O sistema do judicial review norte-americano caracteriza-se como um sistema de controle judicial difuso, concreto, subjetivo e incidental. É definido como um controle difuso e concreto em razão de possibilitar a todos os juízes e tribunais, quaisquer que sejam sua natureza ou grau, a aferição da constitucionalidade das leis e atos do poder público diante de um caso concreto[8]. Contrapõe-se, pois, ao controle concentrado, de origem austríaca, caracterizado por deferir à apenas um ou poucos órgãos do Judiciário o poder para fiscalizar a constitucionalidade das leis[9].

É subjetivo o controle norte-americano uma vez que é efetivado diante de um caso concreto, no qual existe conflito de interesses entre as partes que compõem a relação jurídico processual. Ademais, consiste em controle incidental, provocado por via de exceção ou de defesa, porque realizado no curso de uma demanda na qual a inconstitucionalidade é alega incidentalmente, configurando uma questão prejudicial, que deve ser resolvida pelo juiz para solucionar a controvérsia.

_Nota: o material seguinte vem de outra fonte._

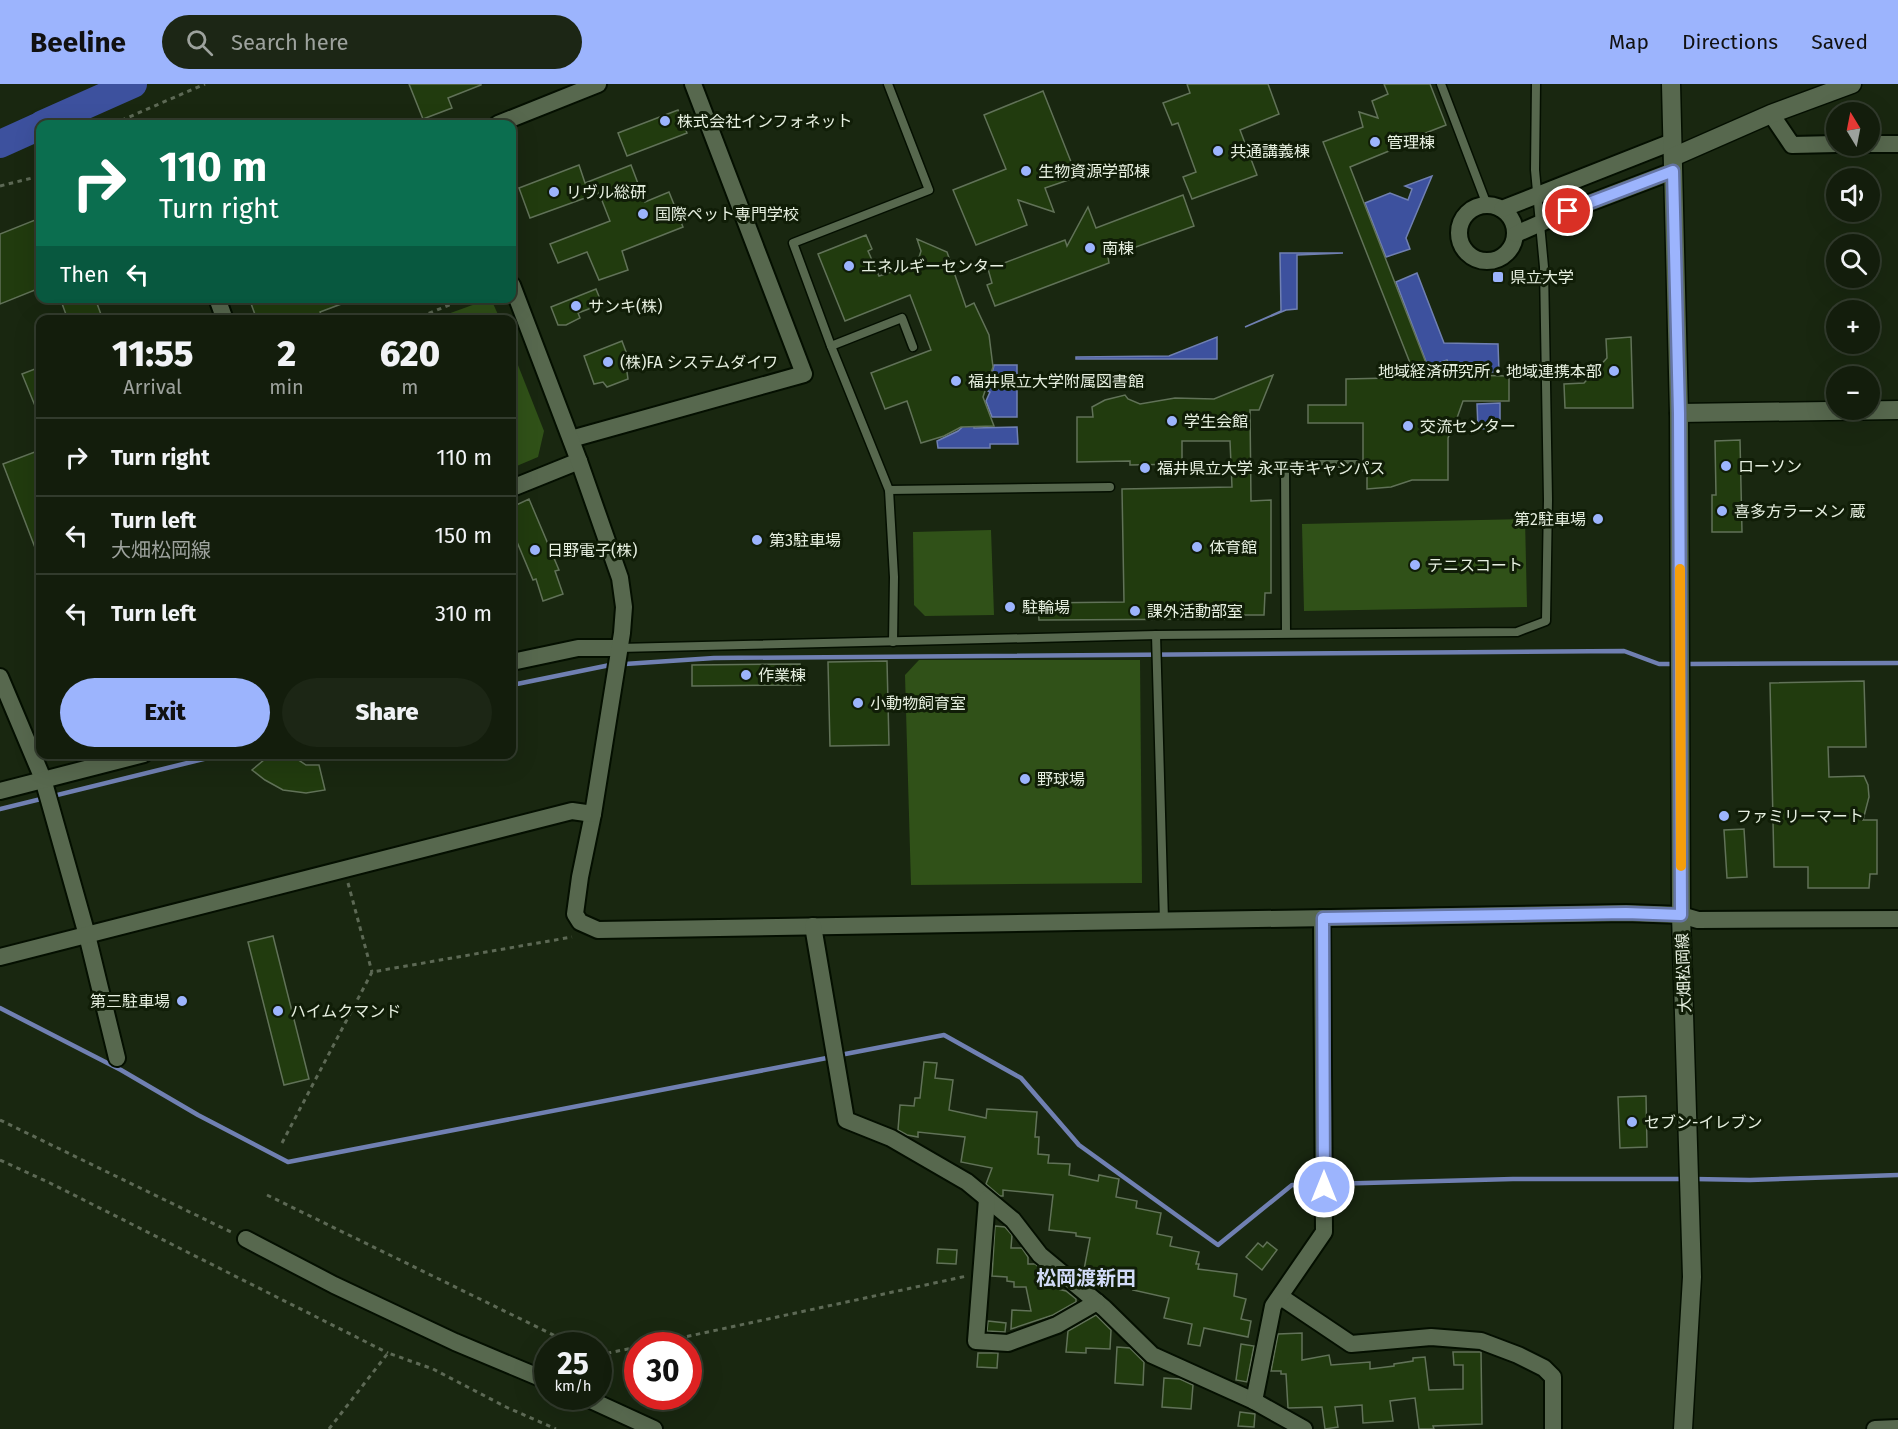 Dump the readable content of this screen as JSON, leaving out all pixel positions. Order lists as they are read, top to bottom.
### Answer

Neste caso, a análise da constitucionalidade não é o pedido principal da demanda, mas se faz necessária à composição da lide[10].

Quanto aos efeitos do controle de constitucionalidade no Direito norte-americano aplicava-se com exclusividade a tese da nulidade [11]. Com base nela, tem-se por nula, írrita, inexistente e ineficaz a norma eivada pela mácula da inconstitucionalidade. Frente à esta inconstitucionalidade congênita da norma restaria ao juiz apenas declarar sua preexistente nulidade e não anulá-la[12].

Como desdobramento da adoção da teoria da nulidade, segundo a qual a norma inconstitucional é considerada ineficaz, como se nunca tivesse existido, atribuía-se às decisão declaratória de inconstitucionalidade no sistema estadunidense, sem exceção, apenas efeitos retroativos, isto é, ex tunc.  Para Dirley da Cunha Júnior, o efeito retroativo destas decisões consiste em “mero acertamento de uma pré-existente nulidade absoluta”[13].

Não obstante o sistema de controle de constitucionalidade norte-americano ter, a princípio, adotado com exclusividade a tese da nulidade, esta veio a ser mitigada a partir de 1965, quando a Suprema Corte americana, no julgamento do caso Likletter versus Walker, inaugurou a possibilidade para atribuição efeitos prospectivos às decisões declaratórias de inconstitucionalidade.[14]

No caso Linkletter versus Walker (381 US 25, 1965), Linkletter pleiteava a revisão de sentença que lhe havia condenado com base em sistema de colheita de provas declarada inconstitucional pela Suprema Corte no julgamento do caso Mapp versus Ohio (367 US 643, 1961). A Corte, entretanto, indeferiu o pedido de Linkletter sob o fundamento de que na Constituição não havia proibição nem exigência de efeito retroativo às decisões que declarassem a inconstitucionalidade da lei. Ademais, esclarece Tribe que, nesta oportunidade a Suprem Corte afirmou que a questão da retroatividade da decisão declaratória de inconstitucionalidade trata-se de assunto relacionado à política judiciária e que deveria ser analisada caso a caso[15].

Ao negar efeitos retroativos à decisão adotada caso Mapp versus Ohio pretendeu a Suprema Corte americana evitar o indesejável aumento do trabalho do Judiciário que seria deflagrado pelo acúmulo de demandas voltadas à revisão de casos já decididos sob a égide de lei que, posteriormente venha a ser declarada inconstitucional.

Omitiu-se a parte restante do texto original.